BEGIN Given records

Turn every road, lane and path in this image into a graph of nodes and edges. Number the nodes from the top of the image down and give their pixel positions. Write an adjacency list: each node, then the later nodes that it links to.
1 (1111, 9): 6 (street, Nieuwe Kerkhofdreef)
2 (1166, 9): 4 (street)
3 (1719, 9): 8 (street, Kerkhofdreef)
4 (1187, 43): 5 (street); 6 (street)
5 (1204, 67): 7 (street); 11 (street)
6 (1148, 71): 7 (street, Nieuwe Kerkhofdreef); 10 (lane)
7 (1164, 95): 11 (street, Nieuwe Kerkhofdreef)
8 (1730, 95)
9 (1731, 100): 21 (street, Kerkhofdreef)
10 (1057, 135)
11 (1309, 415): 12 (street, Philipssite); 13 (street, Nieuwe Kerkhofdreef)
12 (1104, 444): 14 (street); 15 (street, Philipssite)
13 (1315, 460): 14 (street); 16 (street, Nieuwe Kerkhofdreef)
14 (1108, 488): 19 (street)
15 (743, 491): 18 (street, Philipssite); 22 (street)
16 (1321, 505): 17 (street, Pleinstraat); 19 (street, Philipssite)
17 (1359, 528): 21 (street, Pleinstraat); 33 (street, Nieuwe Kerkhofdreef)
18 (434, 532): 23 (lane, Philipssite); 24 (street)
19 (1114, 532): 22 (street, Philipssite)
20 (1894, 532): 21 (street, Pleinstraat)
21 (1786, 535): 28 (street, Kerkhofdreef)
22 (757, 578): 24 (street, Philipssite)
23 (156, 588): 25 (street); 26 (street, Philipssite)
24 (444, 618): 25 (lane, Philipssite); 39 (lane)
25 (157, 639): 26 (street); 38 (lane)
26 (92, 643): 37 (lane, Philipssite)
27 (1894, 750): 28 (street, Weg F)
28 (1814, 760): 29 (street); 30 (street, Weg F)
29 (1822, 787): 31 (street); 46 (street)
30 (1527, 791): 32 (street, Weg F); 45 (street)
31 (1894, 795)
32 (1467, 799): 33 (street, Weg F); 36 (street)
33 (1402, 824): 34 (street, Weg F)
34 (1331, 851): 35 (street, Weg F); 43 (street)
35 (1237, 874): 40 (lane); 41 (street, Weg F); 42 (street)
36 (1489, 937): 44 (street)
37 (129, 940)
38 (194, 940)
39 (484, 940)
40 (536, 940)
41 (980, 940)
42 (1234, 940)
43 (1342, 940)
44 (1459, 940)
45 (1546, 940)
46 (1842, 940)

END Given records

## Problem
Going through the lines above one by one, tally those with the word "Nieuwe" and give only the total.

## Task solution
6